Tetapi situasi sekarang sudah lebih baik, namun demikian diperlukan satu pendekatan lagi yang disebutnya kesejukan. Sistem pelayanan publik diupayakan yang baik dan humanis tanpa mengabaikan prinsip profesionalisme dan transparansi. Itulah sebabnya Cak Nun diundang ke Pelabuhan Samarinda ini, agar bisa mendorong kekompakan di antara seluruh anggota masyarakat Pelabuhan di sini, mulai dari buruh, pegawai logistik, karyawan perusahan bongkar-muat, hingga siapa saja yang bekerja di kawasan Pelabuhan ini.

Acara Sinau Bareng ini digelar sekaligus untuk memeringati Hari Perhubungan Nasional dengan dua fokus tematik telah dipancangkan: “Guyub Rukun Bangun Bangsa” dan “Pelabuhan sebagai Sentra Peradaban.” Sementara itu Totok Mukarto sebagai Kepala Kantor KSOP juga menambahkan bahwa kehadiran Cak Nun dan KiaiKanjeng ini dimaksudkan untuk membangun cinta dan kebersamaan di antara orang-orang pelabuhan. “Alangkah baik jika semua itu dikomandani Cak Nun, karena beliau orang yang bisa menjembatani semua pihak,” ungkapnya.

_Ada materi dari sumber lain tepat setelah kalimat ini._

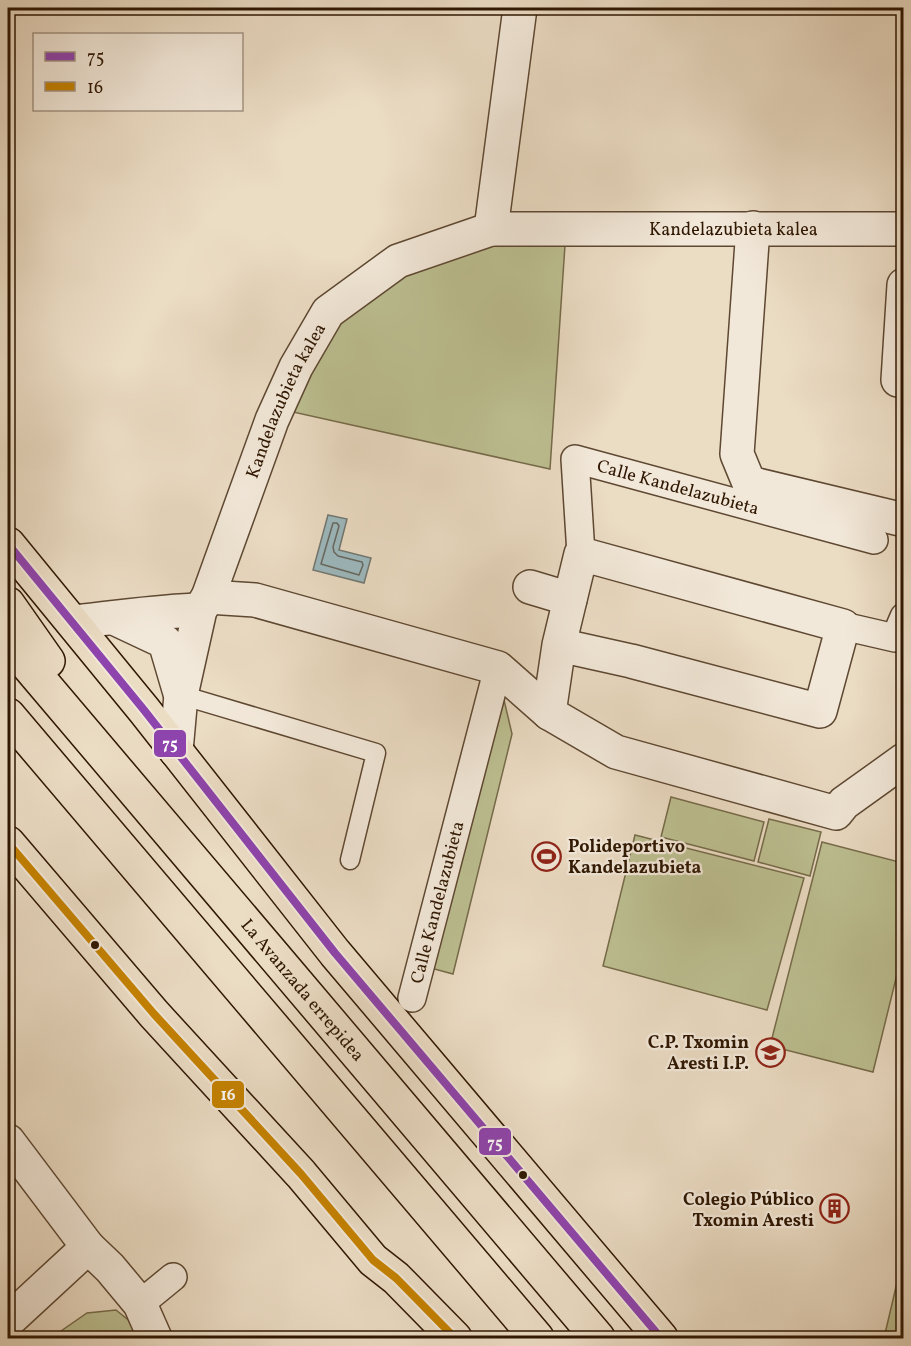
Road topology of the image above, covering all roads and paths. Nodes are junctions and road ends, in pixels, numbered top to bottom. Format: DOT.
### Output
graph roads {
  1 [pos="520,8"];
  2 [pos="753,228"];
  3 [pos="491,229"];
  4 [pos="903,230"];
  5 [pos="903,285"];
  6 [pos="903,381"];
  7 [pos="903,520"];
  8 [pos="874,540"];
  9 [pos="8,544"];
  10 [pos="581,554"];
  11 [pos="530,587"];
  12 [pos="570,599"];
  13 [pos="204,603"];
  14 [pos="8,604"];
  15 [pos="903,617"];
  16 [pos="114,618"];
  17 [pos="73,622"];
  18 [pos="843,626"];
  19 [pos="8,642"];
  20 [pos="559,645"];
  21 [pos="498,668"];
  22 [pos="181,695"];
  23 [pos="549,714"];
  24 [pos="8,715"];
  25 [pos="8,736"];
  26 [pos="176,752"];
  27 [pos="903,760"];
  28 [pos="102,827"];
  29 [pos="8,843"];
  30 [pos="350,860"];
  31 [pos="199,869"];
  32 [pos="412,998"];
  33 [pos="8,1141"];
  34 [pos="88,1246"];
  35 [pos="173,1277"];
  36 [pos="140,1304"];
  37 [pos="8,1321"];
  38 [pos="155,1338"];
  39 [pos="455,1338"];
  40 [pos="537,1338"];
  41 [pos="598,1338"];
  42 [pos="661,1338"];
  1 -- 3 [label="street"];
  2 -- 3 [label="street, Kandelazubieta kalea"];
  2 -- 4 [label="street, Kandelazubieta kalea"];
  2 -- 7 [label="street"];
  3 -- 13 [label="street, Kandelazubieta kalea"];
  5 -- 6 [label="street"];
  8 -- 10 [label="street, Calle Kandelazubieta"];
  9 -- 17 [label="main road"];
  10 -- 12 [label="street, Calle Kandelazubieta"];
  10 -- 18 [label="street"];
  11 -- 12 [label="street"];
  12 -- 20 [label="street, Calle Kandelazubieta"];
  13 -- 16 [label="street"];
  13 -- 21 [label="street"];
  13 -- 22 [label="street"];
  14 -- 31 [label="main road"];
  15 -- 18 [label="street"];
  16 -- 17 [label="street"];
  16 -- 22 [label="street"];
  17 -- 26 [label="main road"];
  18 -- 20 [label="street"];
  19 -- 31 [label="main road, La Avanzada errepidea"];
  20 -- 23 [label="street, Calle Kandelazubieta"];
  21 -- 23 [label="street"];
  21 -- 32 [label="street, Calle Kandelazubieta"];
  22 -- 26 [label="street"];
  22 -- 30 [label="lane"];
  23 -- 27 [label="street"];
  24 -- 28 [label="main road"];
  25 -- 28 [label="main road"];
  26 -- 42 [label="main road"];
  28 -- 40 [label="main road"];
  29 -- 39 [label="main road"];
  31 -- 41 [label="main road, La Avanzada errepidea"];
  33 -- 34 [label="street"];
  34 -- 36 [label="street"];
  34 -- 37 [label="street"];
  35 -- 36 [label="street"];
  36 -- 38 [label="street"];
}
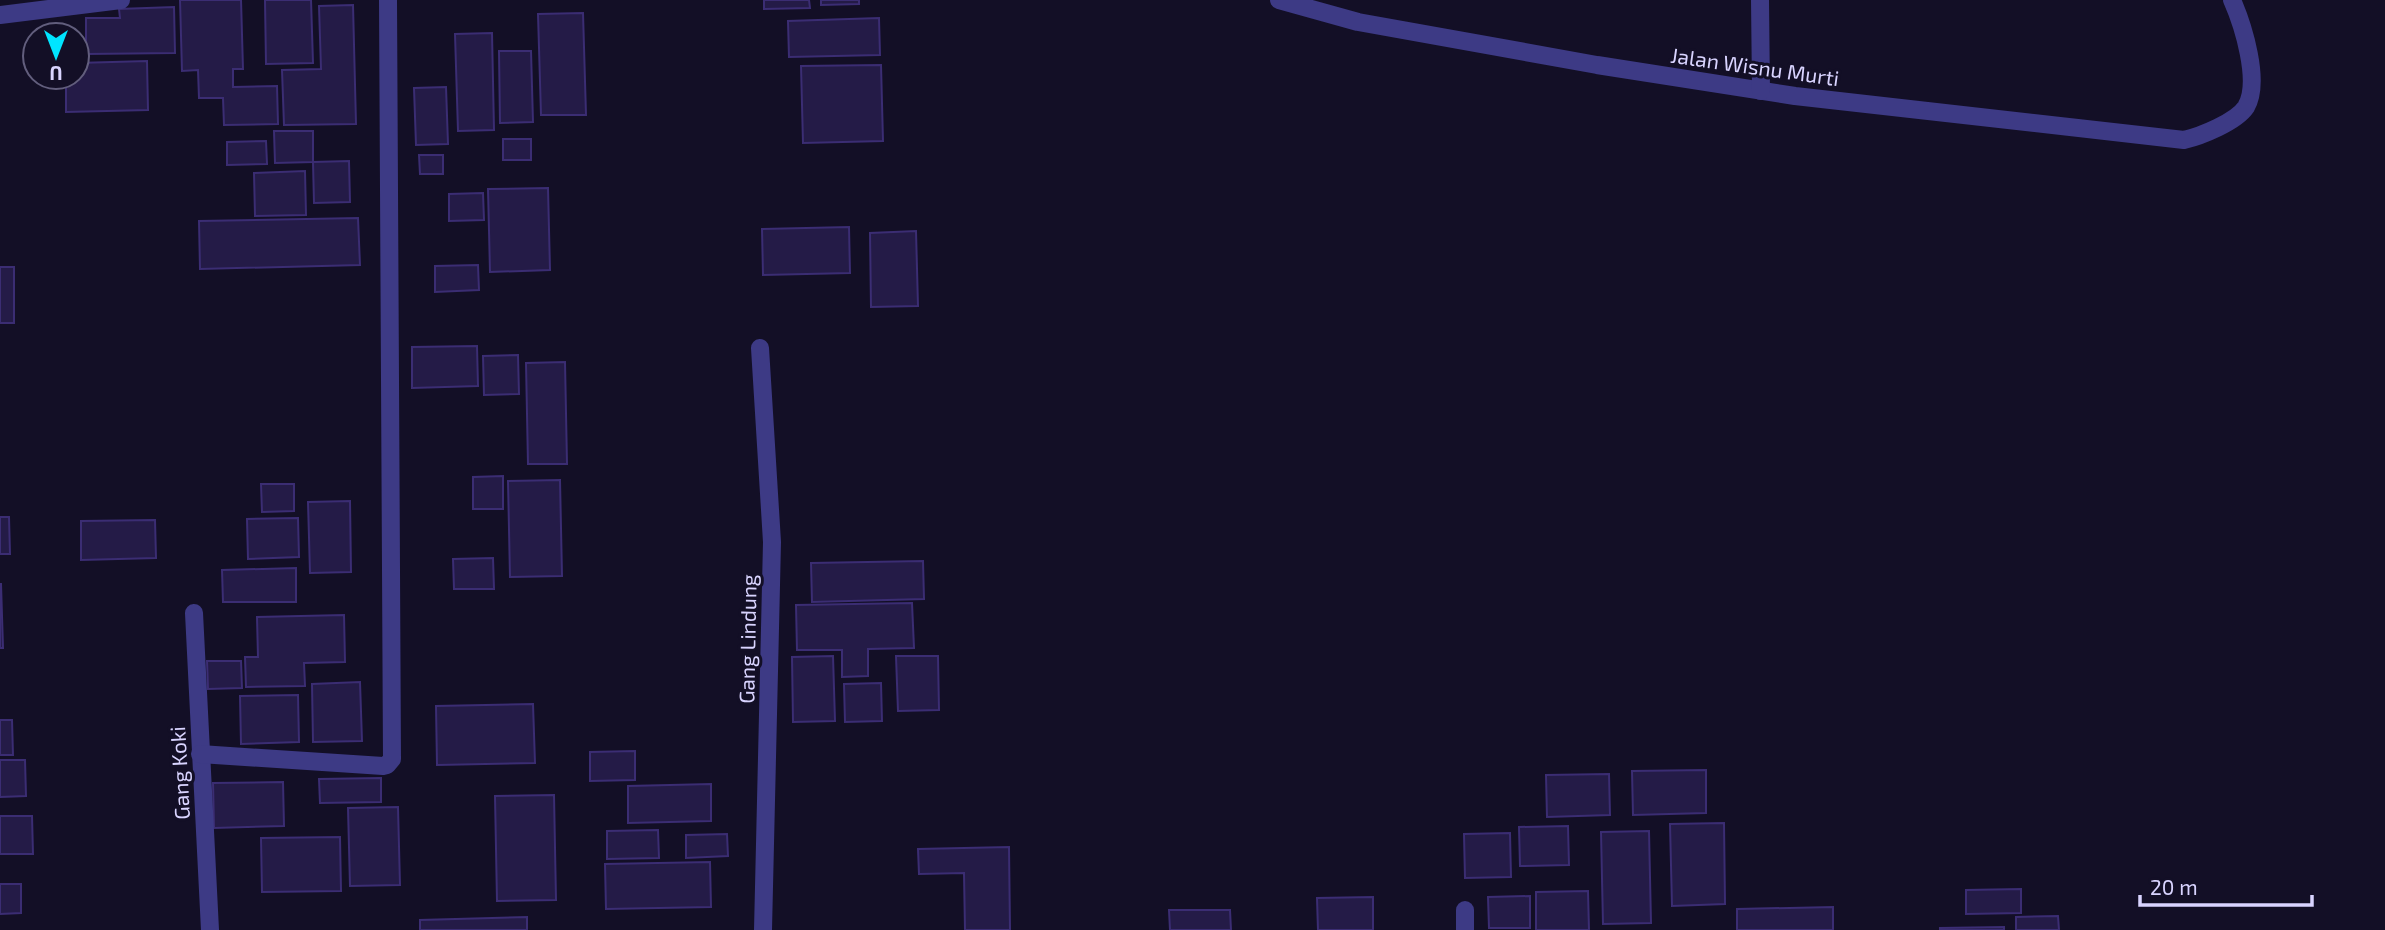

Tentang semua itu, kepada para wartawan, satu hal mendasar disampaikan Cak Nun bahwa ibarat warung, Beliau tidak ada dalam daftar menu, tetapi berada pada posisi garam atau gula. Warung tak hanya berurusan dengan menu, tapi juga garam dan gula. Bukan hanya pilpres dan kekuasaan, tetapi juga bangsa dan manusianya Indonesia.

Karena itu, Cak Nun menegaskan, ke manapun Beliau diundang masyarakat selalu mencoba bertemu manusia-manusianya. Asalkan manusianya baik, insyaAllah manajemen atau situasi di tempat akan bagus. Termasuk dalam lokal atau sektor pelabuhan ini. “Di sektor lokal, ciptakan situasi yang kohesif dan kondusif dengan mendayagunakan manusia-nya,” pesan Cak Nun.

Hal itu disampaikan Cak Nun karena masih butuh waktu sangat lama menunggu perubahan mendasar dari sistem negara dan pemerintah, yang salah satunya menyebabkan banyaknya ego sektoral berlangsung. Sementara itu, Cak Nun melihat satu hal bisa dilakukan sekarang juga yaitu membangun manusianya, manusia pelabuhan, manusia Indonesia.